Un vecchio adagio di Wall Street recita che in Borsa si sale con le scale e si scende con l’ascensore. Questo è quello che si sta vedendo per diversi ETF tematici che hanno fatto prima sognare e ora stanno facendo vivere notti da incubo a tanti investitori. I casi dell’ETF su Bitcoin BITO piuttosto che gli strumenti sulle energie pulite sono altri casi clamorosi di situazioni nelle quali la dura realtà ha sbattuto in faccia a investitori ingenui tutta la sua crudezza.
Netflix: ecco gli ETF dove è più presente
Ma torniamo a Netflix. Il colosso dei media è una gamba dei cosiddetti FAANG e lo troviamo ormai in moltissimi ETF. Grazie al sito etfchannel.com esiste la possibilità di vedere dove il titolo è più presente in termini di peso percentuale, almeno sugli ETF made in USA.
Tra i prodotti con una maggiore esposizione al titolo troviamo naturalmente quelli a tema internet come Invesco Nasdaq Internet dove il peso del colosso dello streaming video on demand è superiore al 5%. Per non parlare di quegli strumenti USA che investono esclusivamente nei FAANG.
Anche tra gli ETF italiani troviamo naturalmente esposizioni più o meno importanti sul titolo. Ad esempio nello SPDR US Communications Services la società americana di tv via streaming pesa per quasi il 5%. Tutto sommato neanche tantissimo se il prodotto fosse ben diversificato e distribuito tra un numero considerevole di società.

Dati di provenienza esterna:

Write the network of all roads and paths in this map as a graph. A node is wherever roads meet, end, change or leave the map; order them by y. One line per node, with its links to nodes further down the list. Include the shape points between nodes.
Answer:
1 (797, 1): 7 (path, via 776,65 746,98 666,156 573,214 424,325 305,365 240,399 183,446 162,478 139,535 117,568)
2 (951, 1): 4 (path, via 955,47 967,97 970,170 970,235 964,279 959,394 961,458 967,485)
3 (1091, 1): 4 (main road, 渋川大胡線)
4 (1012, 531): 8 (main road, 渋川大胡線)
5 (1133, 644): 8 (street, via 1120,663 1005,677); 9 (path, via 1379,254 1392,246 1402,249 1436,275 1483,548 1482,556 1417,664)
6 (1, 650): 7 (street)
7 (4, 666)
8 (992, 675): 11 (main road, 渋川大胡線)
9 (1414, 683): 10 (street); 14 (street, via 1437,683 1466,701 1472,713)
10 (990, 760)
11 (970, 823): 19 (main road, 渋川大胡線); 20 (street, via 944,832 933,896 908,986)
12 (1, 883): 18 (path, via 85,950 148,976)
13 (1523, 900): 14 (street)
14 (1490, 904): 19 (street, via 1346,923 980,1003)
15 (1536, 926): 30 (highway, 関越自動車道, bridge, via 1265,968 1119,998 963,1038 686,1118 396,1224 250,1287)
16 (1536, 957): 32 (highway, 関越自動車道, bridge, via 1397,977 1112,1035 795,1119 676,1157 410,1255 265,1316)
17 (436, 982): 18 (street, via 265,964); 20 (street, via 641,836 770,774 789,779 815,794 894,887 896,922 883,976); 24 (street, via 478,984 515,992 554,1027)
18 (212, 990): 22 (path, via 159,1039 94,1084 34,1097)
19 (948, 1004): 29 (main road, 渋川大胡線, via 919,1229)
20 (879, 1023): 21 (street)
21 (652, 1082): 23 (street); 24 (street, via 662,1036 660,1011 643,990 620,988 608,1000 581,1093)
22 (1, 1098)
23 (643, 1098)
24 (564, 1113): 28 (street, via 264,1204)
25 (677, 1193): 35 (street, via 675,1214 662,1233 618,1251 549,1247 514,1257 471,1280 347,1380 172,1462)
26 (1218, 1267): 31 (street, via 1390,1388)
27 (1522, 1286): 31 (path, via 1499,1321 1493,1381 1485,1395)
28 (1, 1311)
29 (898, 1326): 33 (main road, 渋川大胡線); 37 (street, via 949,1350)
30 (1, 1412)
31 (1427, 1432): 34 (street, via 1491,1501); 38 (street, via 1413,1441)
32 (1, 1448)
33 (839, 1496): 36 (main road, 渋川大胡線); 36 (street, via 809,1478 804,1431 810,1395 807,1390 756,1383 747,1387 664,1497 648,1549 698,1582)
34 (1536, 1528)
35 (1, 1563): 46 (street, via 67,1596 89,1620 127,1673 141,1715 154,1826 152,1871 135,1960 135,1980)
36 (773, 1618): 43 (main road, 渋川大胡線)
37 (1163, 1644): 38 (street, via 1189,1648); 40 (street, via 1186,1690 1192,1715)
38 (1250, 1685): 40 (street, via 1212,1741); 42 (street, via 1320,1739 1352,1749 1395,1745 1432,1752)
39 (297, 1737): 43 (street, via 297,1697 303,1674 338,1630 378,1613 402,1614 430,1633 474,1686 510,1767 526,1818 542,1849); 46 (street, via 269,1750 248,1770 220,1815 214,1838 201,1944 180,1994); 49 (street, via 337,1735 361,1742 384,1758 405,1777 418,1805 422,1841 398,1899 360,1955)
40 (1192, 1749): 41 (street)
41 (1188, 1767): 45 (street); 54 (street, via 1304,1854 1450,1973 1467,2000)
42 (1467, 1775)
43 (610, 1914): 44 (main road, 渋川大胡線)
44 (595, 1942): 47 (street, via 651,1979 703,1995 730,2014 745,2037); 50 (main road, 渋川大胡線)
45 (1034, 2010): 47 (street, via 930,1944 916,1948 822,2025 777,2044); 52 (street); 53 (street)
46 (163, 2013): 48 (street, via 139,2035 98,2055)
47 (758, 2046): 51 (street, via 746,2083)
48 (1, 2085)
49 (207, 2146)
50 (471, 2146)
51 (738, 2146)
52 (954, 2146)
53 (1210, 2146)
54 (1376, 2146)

ETF come quello appena nominato hanno un numero tutto sommato decente di società presenti nel paniere (sono 27) con il piccolo e non secondario problema di trovare Alphabet al 24% e Meta Platforms al 20%. In questi casi alla volatilità attorno al valore dell’indice principale di un settore non propriamente value, si somma la dipendenza delle performance da una piccola manciata di aziende.
A volte va bene come negli ultimi anni altre volte meno, come sta accadendo ora legando le sorti del proprio investimento quasi esclusivamente a poche compagnie leader. Questo è uno dei motivi per cui è sempre meglio evitare strumenti gestiti con concentrazioni troppo marcate. Senza poi considerare un altro fattore spesso sottostimato dagli investitori.
ETF: ecco come evitare le concetrazioni di poche società leader nel paniere
Si seguono le buone regole di comprare gli indici principali (ad esempio S&P500) senza considerare che il peso specifico di alcune società già importanti viene ulteriormente amplificato nel caso di acquisto di indici settoriali dove le stesse società la fanno da padrona. Si somma esposizione naturale di mercato a esposizione di settore.
La lezione del crollo di Netflix è quindi una sola: diversificare al massimo un investimento evitando di concentrare troppo rischio su singoli settori/società. Ogni scommessa fuori dal benchmark di mercato andrà sempre ben ponderata sulla base del proprio portafoglio di investimento già costruito.